In struggling to expand on my introduction to the Bestiary in an understandable, yet relatively brief fashion, I have realized that the most effective way to do so would be with reference to Jonathan Pageau’s “Cosmic Image.” Here, we find a worthy effort to show the structure of Reality, anchored in the God-man, the ultimate and perfect Union of Heaven and Earth. He is hung atop the Cosmic Mountain, which is surrounded by a wall, and outside the wall is a world of chaos and death. I can’t go into all of the beautiful symbolism contained in this image, nor could I if given the time. For our purposes, we will discuss what one might not at first notice: The Cosmic Image is teeming with animals.

The first animal one notices, but does not necessarily recognize as an animal, is Christ Himself. Contrary to modern assumptions, ancient and medieval man did recognize that human beings are animals, or, more precisely, that human nature shares qualities with that of the beasts. As the Bestiary says, animals are called such “because they are animated by life and moved by breath.”1 Of course, man is not an ordinary animal, but is a union of the seen and the unseen into one person, the meeting place of Heaven and Earth. And Christ, the Second Adam, is this image perfected: He is not only the union of Heaven and Earth into a single Person, but of God and Man, simultaneously divine and human in every way. As this icon profoundly illustrates, because Christ the Divine Logos has taken Creation into His Person, all of Creation becomes an image of Him; the Logos is the Pattern of all things.2 So, in the center of the icon we see the Incarnation, which is the purpose for which all things were made.3 And not only do we find here Incarnation, but also Crucifixion, the Sacrifice of Creation perfected by God, offered up to God. Here is the perfect image of Creation, of how it should be, in perpetual sacrifice, in Eucharist, offered up in gratitude toward God, its origin and completion— “Offering up Thine own of Thine own, on behalf of all, and for all.” And it is by this Eucharistic offering that Creation finds communion with God.

But as we descend the Cosmic Mountain, we see that the way in which Creation was meant to exist is not the way in which it, in fact, does. Just below the Incarnation, there are two more “animals,” the Theotokos, and the Apostle St. John. While these two figures are the icons of human perfection, insofar as it is possible in the present age, they are yet fallen, inheritors of the death we received from Adam’s transgression. Descending further still, we see birds, mostly black, and one of them flying away from the Cross, away from Incarnation. Beneath them, Adam and Eve are tempted by the Devil4 to eat the Fruit of the Tree of the Knowledge of Good and Evil. This is where disintegration, or, perhaps more precisely, disincarnation, begins. It is where God and Creation become alienated, and Adam and Eve must be cast out from the Garden, outside the walls. And here, we find more animals—the gargoyles on the walls, playing a similar role to the cherub, which guards the gate to the Mountain, and is, itself, a kind of bestial fusion. Then, beyond the buffer of mixture and strangeness, the goats and the sheep; and finally, the Leviathan, the ultimate liminal creature, who lurks farthest away from the Center in the depths of the roiling sea, and is the most unlike man.
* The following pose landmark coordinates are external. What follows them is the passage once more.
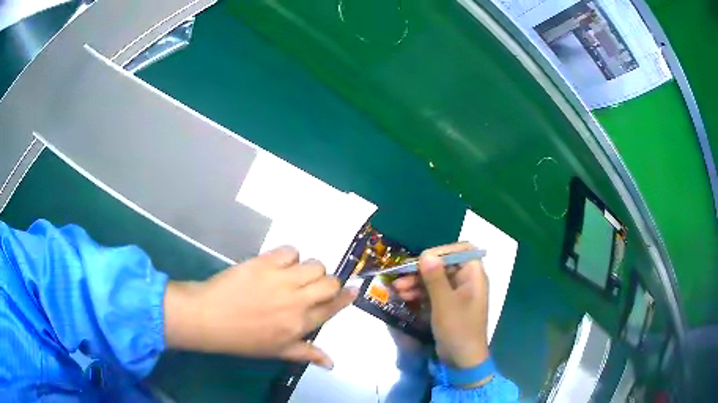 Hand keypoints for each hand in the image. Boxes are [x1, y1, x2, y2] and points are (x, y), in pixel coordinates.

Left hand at [163, 246, 356, 369]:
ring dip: (310, 268)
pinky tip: (279, 264)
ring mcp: (281, 280)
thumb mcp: (277, 351)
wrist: (209, 317)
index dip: (346, 297)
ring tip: (296, 274)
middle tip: (316, 284)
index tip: (353, 289)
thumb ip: (307, 354)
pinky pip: (290, 251)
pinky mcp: (264, 262)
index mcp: (300, 324)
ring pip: (314, 264)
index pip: (332, 307)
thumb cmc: (242, 339)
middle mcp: (297, 301)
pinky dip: (289, 255)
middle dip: (329, 281)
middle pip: (330, 282)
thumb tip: (332, 363)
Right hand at [393, 242, 488, 368]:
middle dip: (421, 270)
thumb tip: (425, 254)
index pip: (461, 250)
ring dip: (416, 282)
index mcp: (474, 275)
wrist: (462, 359)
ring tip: (397, 289)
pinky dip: (419, 293)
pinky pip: (433, 292)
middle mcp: (467, 280)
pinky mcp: (448, 305)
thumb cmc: (458, 329)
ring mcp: (457, 293)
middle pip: (443, 265)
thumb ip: (435, 278)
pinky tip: (404, 297)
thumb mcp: (444, 303)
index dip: (441, 251)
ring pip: (435, 279)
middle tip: (400, 276)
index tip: (422, 259) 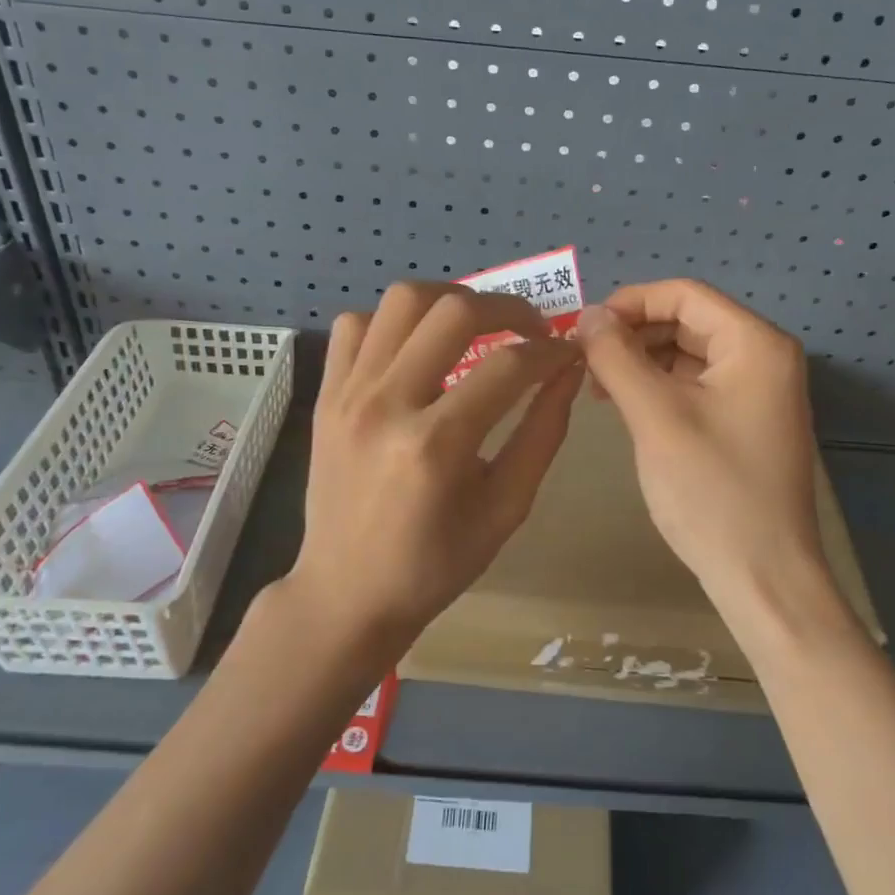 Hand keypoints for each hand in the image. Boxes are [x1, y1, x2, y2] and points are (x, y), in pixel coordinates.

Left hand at [286, 282, 583, 655]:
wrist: (346, 593)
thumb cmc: (435, 564)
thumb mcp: (506, 508)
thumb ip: (542, 434)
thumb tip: (568, 372)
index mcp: (435, 446)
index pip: (508, 366)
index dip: (550, 351)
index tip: (568, 353)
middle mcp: (386, 405)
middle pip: (453, 312)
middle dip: (508, 309)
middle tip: (531, 330)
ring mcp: (348, 393)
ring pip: (402, 301)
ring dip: (450, 301)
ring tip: (476, 326)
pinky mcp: (326, 394)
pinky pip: (357, 324)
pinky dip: (394, 322)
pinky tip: (417, 348)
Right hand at [577, 280, 832, 626]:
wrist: (763, 577)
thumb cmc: (711, 491)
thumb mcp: (655, 416)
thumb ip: (617, 357)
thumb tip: (587, 315)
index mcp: (755, 344)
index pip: (685, 295)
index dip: (629, 303)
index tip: (583, 329)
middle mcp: (764, 357)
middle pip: (687, 321)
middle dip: (633, 334)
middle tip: (585, 361)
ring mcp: (758, 392)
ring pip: (688, 354)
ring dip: (642, 361)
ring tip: (598, 387)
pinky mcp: (746, 421)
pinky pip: (696, 385)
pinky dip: (659, 387)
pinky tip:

The organization of the Bestiary, the placement of particular animals in particular chapters, has long been a source of debate among scholars.5 While to a modern scientific person, the structure seems largely arbitrary, various bestiaries written in various places at various times were composed with a similar structure. For example, the Lion is almost always the first animal that is discussed, and the Whale, or a related creature, is almost always the last, or close to it. In our time, the most intuitive way of organizing something like a compendium of beasts would be alphabetically, or by level of evolutionary development, as a modern encyclopedia of dinosaurs and prehistoric creatures might be organized. Some scholars argue that a given bestiary was simply organized according to the tradition in which it was received, and much emphasis has been placed on the supposed unoriginality of the copiers of bestiaries, but that begs two questions: Why was the tradition received this way? And why was it not changed according to a more intuitive structure? This would certainly make it easier to locate a desired animal if it were simply meant to serve as some kind of field manual for studying them.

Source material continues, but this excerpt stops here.